When verbs are followed by adverb particles, they form phrasal verbs. Examples are: break down, put off, put on, work out, take off, give up, give away, switch on, bring up, call in.
- He has put on (gain) some weight
There are some exceptions to the rules of phrasal verbs formation. Sometimes verbs are not followed by the adverb particle; the adverb particle is placed after the object. Examples:
- Sam asked Julie out for coffee. (ask somebody out = invite on a date)
- Our mentor broke the group down into separate parts. (break down = to divide)
- I called him up, but he did not respond (call up = to make a phone call to someone)

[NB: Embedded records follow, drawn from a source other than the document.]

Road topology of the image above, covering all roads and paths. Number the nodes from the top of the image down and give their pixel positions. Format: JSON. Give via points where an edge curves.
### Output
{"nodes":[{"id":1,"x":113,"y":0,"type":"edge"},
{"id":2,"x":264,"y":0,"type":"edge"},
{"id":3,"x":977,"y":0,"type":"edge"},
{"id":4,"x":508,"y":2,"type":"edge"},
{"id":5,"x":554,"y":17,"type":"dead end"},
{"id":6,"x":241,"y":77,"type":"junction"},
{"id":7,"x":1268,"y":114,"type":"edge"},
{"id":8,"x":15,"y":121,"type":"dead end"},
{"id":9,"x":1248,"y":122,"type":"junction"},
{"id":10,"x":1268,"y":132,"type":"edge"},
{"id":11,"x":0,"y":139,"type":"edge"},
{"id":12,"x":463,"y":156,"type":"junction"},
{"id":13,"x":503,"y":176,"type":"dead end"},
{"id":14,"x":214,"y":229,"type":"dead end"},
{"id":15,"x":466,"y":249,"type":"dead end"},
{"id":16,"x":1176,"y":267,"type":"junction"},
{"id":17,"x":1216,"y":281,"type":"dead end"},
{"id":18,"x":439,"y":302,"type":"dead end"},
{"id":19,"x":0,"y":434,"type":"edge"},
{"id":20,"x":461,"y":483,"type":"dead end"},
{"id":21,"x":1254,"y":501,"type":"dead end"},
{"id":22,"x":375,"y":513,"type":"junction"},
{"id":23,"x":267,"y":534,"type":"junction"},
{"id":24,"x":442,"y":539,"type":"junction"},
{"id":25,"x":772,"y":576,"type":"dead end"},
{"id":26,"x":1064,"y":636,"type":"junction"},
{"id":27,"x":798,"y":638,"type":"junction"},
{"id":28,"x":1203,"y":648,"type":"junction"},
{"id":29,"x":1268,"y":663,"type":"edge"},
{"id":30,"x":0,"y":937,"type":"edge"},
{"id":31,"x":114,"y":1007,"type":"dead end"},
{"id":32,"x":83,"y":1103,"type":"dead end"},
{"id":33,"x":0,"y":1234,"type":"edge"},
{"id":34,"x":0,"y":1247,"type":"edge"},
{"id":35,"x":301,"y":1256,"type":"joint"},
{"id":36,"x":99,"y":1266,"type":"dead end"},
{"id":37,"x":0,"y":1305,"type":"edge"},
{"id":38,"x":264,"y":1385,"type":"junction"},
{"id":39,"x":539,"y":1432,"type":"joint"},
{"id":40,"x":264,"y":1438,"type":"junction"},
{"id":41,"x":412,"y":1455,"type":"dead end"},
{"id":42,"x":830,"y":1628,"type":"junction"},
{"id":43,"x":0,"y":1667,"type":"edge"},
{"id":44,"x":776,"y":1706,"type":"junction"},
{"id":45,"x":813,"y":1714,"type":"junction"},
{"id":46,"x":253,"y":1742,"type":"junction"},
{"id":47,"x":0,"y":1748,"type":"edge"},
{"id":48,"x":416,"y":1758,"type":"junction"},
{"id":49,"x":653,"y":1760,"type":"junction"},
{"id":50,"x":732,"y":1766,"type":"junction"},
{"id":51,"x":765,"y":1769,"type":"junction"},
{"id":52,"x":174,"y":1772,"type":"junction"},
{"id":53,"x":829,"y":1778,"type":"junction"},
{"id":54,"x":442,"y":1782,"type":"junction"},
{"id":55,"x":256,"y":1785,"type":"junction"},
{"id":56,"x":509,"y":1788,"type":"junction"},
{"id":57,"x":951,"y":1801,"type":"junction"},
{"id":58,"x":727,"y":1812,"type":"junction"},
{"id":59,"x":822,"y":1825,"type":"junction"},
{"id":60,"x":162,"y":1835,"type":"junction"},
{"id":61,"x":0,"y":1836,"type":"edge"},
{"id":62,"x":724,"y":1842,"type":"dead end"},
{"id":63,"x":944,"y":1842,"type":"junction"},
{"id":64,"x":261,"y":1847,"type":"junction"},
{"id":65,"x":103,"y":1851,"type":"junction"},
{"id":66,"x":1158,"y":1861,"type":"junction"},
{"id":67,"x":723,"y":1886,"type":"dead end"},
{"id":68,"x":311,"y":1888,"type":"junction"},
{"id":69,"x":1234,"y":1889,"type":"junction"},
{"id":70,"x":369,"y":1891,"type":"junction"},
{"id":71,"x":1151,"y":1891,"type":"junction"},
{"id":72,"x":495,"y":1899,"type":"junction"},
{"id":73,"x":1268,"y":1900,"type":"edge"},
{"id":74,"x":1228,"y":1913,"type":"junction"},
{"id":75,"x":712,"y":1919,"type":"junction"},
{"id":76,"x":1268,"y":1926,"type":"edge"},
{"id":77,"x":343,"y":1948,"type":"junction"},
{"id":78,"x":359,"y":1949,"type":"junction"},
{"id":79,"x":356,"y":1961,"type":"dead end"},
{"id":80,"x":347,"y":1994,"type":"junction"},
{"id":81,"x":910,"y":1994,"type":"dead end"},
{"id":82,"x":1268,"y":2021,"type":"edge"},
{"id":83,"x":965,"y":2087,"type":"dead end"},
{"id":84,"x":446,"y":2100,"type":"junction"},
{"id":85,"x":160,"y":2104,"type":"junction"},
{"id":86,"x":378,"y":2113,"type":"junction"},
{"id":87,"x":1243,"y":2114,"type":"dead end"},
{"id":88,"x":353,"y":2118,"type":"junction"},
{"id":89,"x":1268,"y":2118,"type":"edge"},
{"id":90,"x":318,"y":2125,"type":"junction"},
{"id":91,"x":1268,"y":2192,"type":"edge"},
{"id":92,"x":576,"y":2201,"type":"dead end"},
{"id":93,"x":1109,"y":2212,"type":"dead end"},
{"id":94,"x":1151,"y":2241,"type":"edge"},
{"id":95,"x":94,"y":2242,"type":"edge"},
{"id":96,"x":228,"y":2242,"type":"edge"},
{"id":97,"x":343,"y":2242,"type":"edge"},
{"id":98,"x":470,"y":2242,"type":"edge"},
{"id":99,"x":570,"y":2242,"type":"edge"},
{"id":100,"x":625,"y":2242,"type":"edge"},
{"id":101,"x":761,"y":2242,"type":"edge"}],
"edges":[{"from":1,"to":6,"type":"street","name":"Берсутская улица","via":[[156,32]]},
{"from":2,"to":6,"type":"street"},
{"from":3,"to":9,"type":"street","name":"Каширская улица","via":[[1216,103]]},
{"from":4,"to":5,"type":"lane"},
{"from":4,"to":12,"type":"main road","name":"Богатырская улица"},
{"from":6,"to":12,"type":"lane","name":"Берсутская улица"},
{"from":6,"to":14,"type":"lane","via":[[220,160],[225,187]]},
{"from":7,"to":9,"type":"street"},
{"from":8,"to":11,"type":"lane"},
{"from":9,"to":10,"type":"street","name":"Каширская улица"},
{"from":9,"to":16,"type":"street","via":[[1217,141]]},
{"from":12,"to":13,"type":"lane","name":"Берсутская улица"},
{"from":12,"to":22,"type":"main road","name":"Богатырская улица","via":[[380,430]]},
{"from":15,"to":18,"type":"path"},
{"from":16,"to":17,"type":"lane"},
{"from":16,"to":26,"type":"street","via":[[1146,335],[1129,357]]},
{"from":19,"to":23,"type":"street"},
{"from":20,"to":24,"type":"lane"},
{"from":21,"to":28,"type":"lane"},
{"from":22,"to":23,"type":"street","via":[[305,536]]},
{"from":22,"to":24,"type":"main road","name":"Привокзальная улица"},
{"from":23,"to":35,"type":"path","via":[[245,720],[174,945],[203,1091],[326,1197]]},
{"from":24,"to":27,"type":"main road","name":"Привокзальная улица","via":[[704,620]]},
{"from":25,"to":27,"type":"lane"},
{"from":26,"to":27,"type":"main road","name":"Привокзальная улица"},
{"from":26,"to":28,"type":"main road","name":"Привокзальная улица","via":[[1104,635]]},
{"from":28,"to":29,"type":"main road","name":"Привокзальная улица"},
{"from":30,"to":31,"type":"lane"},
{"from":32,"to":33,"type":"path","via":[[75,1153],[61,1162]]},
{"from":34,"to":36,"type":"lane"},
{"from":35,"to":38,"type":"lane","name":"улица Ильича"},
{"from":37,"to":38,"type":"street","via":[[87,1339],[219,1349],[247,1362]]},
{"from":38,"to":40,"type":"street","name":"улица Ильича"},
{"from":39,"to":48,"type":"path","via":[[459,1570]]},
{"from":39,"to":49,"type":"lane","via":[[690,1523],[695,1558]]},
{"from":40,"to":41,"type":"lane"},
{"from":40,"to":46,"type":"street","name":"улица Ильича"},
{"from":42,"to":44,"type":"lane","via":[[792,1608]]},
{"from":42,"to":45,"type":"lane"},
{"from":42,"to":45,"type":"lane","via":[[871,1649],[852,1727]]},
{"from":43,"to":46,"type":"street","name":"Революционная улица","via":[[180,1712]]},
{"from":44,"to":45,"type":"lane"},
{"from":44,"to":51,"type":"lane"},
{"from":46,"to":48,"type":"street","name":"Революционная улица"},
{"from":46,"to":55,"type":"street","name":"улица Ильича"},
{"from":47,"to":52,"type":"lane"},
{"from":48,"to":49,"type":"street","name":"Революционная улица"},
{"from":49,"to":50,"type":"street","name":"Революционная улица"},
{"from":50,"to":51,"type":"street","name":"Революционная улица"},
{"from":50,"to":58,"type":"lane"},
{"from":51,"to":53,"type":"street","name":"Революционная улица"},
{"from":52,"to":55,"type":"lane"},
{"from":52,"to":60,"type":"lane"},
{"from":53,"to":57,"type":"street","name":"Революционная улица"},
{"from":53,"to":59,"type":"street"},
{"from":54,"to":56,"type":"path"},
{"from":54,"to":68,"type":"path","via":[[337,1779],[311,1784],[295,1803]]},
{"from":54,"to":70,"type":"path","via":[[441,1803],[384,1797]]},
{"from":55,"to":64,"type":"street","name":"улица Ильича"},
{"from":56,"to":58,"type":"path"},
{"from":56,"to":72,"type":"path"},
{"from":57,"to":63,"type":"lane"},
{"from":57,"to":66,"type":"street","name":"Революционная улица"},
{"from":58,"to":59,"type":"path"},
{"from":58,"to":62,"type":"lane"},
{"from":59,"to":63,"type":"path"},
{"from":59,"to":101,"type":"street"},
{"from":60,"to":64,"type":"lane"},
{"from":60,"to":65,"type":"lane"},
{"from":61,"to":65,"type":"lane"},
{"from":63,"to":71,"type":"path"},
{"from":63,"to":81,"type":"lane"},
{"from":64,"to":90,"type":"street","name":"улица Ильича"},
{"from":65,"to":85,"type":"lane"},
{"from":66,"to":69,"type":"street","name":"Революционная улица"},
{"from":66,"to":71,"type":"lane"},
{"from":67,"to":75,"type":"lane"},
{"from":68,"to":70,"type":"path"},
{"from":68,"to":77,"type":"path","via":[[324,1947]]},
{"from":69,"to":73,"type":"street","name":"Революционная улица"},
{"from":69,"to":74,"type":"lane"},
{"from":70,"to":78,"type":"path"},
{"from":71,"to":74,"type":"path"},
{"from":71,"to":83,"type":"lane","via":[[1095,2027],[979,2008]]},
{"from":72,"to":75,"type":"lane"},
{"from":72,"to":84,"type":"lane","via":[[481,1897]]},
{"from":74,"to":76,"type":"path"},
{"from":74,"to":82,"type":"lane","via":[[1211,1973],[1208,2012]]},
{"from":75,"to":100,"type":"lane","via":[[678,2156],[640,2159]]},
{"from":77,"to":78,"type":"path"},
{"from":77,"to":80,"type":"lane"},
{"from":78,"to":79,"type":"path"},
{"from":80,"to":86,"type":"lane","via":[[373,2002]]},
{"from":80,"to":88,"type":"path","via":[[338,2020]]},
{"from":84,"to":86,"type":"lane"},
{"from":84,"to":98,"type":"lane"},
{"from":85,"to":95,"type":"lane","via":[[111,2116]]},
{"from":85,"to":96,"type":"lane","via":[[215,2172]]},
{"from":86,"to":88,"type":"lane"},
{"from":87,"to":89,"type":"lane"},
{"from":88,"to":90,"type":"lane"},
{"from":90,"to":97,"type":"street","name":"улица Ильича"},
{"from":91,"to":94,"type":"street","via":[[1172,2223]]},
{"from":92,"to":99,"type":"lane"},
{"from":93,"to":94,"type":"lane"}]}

Note that the particle is put after the object, when the object is a personal pronoun – it, me, us, them etc. – or when it is comparatively short.
Things to remember
There are many words which can be used as both adverb particles and prepositions. There is some difference between an adverb particle and a preposition. The particle is always placed after verb to form idiomatic expressions, the preposition is placed after the noun or pronoun it modifies.
The words like – out,upward, away, back, backward, forward, downward.
When the object is to be made prominent or when it is qualified by an adjectival phrase or clause, the particle comes before the object.
- Please cross out wrong answers.
- It’s time to do away with all of these old sales records.
- My new shirt fell apart in fighting.
- The Hindi Language comes from India.